LaRonde/Bousquet/Ellison – 42,050 meters of drilling, which includes a follow-up exploration program for Ellison.

Pinos Altos – 33,800 meters of drilling including minesite (reserve conversion) and regional (resource expansion) drilling, and an underground exploration program and scoping study for the Cubiro zone.

Meadowbank – 32,000 meters of conversion and exploration drilling targeting extensions of the Vault deposit and underground potential beneath Goose South.

Gilt Edge – In 2018, a former gold mine in South Dakota was acquired in an exploration-environmental partnership with the EPA.

In December 2016 Agnico invested CA$4.5 million into Canadian junior mining company Cartier Resources to conduct exploration on the Chimo, Benoist, Wilson, Fenton and Cadillac Extension projects in Quebec.

==Carbon footprint==
Agnico-Eagle Mines Group reported Total CO2e emissions (Direct + Indirect) for 31 December 2020 at 578 Kt (+57/+11% y-o-y). The growth accelerated compared to the long-term upward trend (CAGR of +7.6% since 4Q'16).

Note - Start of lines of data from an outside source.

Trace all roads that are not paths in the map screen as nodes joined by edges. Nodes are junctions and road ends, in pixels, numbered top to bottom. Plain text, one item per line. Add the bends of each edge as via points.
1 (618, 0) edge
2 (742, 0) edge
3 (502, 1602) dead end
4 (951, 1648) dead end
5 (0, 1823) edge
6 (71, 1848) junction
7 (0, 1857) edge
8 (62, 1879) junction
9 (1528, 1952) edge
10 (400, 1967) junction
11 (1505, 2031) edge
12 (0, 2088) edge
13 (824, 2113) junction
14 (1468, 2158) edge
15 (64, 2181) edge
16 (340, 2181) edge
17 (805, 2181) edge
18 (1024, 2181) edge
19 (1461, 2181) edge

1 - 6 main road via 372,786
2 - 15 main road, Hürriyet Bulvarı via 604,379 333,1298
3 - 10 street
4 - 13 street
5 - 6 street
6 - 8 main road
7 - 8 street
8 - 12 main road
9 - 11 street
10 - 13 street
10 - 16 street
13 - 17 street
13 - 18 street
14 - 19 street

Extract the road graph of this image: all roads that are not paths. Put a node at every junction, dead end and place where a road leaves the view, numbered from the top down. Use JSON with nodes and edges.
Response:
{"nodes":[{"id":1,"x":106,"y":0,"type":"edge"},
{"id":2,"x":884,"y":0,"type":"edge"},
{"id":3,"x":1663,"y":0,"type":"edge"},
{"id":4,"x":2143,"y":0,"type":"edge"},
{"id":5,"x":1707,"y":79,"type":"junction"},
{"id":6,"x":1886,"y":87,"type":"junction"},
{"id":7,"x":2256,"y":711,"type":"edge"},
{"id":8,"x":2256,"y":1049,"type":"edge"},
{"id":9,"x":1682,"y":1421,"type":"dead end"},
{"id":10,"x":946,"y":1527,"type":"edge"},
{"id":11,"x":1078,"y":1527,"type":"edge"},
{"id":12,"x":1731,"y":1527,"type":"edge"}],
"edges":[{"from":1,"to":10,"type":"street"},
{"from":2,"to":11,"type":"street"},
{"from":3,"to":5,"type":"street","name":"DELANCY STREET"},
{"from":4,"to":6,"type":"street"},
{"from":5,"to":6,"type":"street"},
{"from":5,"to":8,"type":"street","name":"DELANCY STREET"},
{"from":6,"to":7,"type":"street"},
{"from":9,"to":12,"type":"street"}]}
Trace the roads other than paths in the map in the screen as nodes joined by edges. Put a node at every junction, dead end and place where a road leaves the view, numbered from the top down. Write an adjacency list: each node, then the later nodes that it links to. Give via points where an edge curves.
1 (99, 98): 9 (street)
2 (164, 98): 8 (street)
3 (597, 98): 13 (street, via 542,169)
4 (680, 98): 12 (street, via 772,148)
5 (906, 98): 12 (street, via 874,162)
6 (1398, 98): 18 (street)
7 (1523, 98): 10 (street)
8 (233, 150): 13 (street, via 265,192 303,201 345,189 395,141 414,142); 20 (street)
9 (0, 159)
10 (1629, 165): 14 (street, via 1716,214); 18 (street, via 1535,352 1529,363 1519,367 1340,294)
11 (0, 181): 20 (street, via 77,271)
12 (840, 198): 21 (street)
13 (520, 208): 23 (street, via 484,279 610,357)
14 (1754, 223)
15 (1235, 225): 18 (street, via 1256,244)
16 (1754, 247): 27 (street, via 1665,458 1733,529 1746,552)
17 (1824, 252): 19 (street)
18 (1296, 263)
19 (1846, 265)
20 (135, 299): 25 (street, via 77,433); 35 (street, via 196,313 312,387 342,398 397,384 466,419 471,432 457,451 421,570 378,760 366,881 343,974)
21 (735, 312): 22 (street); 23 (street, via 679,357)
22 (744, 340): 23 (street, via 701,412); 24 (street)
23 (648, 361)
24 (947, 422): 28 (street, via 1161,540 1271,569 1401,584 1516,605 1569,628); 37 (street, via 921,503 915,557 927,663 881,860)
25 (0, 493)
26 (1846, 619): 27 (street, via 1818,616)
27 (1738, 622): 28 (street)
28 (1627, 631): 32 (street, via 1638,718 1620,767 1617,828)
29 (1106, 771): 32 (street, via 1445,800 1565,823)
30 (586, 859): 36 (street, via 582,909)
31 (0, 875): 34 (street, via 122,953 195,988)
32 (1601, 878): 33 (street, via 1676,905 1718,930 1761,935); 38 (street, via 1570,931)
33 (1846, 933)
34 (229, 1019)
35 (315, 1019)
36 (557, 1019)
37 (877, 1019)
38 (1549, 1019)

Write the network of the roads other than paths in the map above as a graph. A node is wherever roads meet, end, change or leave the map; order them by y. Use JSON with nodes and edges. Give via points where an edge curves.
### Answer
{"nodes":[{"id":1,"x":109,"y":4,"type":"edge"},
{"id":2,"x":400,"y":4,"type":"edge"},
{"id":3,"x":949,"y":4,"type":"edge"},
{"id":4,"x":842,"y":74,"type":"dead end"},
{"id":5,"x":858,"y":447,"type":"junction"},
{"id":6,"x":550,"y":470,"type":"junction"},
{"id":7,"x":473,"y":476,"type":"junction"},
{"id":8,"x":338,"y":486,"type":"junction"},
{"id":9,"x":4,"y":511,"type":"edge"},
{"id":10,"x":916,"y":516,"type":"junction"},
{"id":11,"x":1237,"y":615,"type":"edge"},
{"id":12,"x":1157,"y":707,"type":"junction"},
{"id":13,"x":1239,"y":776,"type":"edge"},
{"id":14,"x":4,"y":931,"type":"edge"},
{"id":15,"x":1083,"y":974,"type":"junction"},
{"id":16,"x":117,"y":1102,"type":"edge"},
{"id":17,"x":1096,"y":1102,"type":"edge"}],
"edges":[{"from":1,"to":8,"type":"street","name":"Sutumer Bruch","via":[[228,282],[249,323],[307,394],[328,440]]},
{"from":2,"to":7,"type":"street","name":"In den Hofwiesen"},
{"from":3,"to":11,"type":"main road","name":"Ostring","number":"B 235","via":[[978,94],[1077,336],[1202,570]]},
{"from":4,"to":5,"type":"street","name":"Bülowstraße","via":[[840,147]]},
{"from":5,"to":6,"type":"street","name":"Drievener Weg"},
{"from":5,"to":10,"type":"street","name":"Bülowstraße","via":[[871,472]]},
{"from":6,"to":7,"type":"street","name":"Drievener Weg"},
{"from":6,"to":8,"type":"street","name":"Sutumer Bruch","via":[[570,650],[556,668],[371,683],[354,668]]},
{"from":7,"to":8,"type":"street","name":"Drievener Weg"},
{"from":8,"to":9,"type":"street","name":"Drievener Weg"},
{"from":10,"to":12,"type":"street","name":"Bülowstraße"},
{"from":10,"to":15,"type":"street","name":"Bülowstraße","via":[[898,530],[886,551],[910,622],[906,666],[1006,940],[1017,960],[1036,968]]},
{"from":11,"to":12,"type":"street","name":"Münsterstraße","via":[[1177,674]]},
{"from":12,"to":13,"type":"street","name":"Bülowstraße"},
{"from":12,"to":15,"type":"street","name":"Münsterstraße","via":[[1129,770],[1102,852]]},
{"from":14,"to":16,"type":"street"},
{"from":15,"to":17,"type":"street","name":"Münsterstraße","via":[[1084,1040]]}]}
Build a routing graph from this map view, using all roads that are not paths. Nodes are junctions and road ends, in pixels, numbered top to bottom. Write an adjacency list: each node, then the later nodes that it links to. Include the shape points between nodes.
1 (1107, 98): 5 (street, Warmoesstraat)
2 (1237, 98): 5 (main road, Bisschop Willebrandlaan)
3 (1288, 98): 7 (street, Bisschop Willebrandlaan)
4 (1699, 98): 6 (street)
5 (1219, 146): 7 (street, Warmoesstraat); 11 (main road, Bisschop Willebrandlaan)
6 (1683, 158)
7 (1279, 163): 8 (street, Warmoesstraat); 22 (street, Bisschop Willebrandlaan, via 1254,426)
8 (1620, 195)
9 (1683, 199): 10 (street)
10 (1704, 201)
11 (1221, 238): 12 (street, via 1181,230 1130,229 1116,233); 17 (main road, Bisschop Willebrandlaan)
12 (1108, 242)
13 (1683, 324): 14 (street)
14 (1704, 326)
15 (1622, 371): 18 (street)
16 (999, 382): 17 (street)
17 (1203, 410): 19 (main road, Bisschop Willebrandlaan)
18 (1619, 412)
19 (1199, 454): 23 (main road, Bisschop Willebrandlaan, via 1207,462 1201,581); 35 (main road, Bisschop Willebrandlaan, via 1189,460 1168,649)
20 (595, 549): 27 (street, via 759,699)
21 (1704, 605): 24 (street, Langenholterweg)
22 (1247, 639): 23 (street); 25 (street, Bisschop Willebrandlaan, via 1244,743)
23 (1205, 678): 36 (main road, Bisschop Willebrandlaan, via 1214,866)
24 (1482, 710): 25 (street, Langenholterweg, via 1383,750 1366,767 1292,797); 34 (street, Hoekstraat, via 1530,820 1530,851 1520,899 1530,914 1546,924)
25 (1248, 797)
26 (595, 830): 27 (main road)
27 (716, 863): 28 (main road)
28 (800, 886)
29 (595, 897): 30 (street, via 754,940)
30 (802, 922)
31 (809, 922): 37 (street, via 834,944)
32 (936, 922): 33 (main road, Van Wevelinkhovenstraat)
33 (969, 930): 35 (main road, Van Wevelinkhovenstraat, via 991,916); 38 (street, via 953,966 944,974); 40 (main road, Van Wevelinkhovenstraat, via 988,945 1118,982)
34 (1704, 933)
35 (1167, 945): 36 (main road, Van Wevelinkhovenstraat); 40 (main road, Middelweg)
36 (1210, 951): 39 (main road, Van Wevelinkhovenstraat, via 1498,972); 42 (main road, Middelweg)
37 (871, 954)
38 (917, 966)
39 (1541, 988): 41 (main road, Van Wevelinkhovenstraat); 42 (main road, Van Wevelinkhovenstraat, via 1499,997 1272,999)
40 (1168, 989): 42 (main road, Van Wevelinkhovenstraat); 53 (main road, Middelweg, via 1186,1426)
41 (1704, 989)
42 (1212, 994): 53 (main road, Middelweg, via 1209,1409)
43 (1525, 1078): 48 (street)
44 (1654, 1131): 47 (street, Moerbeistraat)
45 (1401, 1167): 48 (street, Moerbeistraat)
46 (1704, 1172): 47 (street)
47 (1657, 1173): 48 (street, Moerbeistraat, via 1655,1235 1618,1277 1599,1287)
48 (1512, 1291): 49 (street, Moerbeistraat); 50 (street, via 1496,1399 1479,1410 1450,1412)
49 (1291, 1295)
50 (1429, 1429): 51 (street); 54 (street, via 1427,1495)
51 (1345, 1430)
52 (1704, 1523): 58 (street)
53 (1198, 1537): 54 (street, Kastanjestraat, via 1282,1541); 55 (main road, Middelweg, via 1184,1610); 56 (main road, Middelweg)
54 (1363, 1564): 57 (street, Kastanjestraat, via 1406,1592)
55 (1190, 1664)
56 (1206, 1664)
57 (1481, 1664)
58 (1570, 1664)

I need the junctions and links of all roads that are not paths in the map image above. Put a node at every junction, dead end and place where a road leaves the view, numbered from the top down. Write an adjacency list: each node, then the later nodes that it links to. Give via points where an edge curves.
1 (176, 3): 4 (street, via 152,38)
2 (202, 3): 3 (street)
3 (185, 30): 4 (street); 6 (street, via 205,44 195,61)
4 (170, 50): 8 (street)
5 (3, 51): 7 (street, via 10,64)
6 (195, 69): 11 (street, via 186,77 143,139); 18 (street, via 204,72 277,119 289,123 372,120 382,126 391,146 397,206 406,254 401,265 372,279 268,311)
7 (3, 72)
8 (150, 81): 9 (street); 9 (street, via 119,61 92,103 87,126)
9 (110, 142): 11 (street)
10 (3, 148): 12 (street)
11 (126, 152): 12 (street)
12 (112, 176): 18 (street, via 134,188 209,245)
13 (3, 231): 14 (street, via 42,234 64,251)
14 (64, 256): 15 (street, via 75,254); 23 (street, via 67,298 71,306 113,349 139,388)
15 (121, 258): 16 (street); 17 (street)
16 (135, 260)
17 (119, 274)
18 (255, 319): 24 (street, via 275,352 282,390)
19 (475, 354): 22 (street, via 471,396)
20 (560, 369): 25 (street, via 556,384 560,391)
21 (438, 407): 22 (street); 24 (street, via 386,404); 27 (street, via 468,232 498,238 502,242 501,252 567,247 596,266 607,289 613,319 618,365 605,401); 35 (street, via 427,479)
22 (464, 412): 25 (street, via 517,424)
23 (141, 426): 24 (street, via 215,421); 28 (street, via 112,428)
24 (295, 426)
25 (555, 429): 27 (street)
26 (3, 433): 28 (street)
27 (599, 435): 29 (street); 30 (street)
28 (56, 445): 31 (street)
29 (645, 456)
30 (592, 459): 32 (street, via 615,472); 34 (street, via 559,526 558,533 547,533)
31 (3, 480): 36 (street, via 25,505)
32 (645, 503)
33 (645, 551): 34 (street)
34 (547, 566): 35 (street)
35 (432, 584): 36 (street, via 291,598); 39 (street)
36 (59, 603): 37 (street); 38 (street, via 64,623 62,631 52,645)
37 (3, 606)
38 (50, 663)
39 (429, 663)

Agnico-Eagle Mines Group's Total CO2e emissions (Direct + Indirect) (in kilotonnes)
| Dec 2015 | Dec 2016 | Dec 2017 | Dec 2018 | Dec 2019 | Dec 2020 |
|---|---|---|---|---|---|
| 407 | 400 | 415 | 411 | 521 | 578 |

== Controversies ==
In 2025, Agnico Eagle faced regulatory and community challenges in Nunavut. A federal investigation found violations of caribou protection measures at the Whale Tail and Meadowbank mines, including failure to secure Free, Prior, and Informed Consent (FPIC) from Indigenous stakeholders. The company also withdrew its proposal to extend the Meliadine mine after the Nunavut Impact Review Board recommended against it due to environmental concerns, particularly impacts on the Qamanirjuaq caribou herd.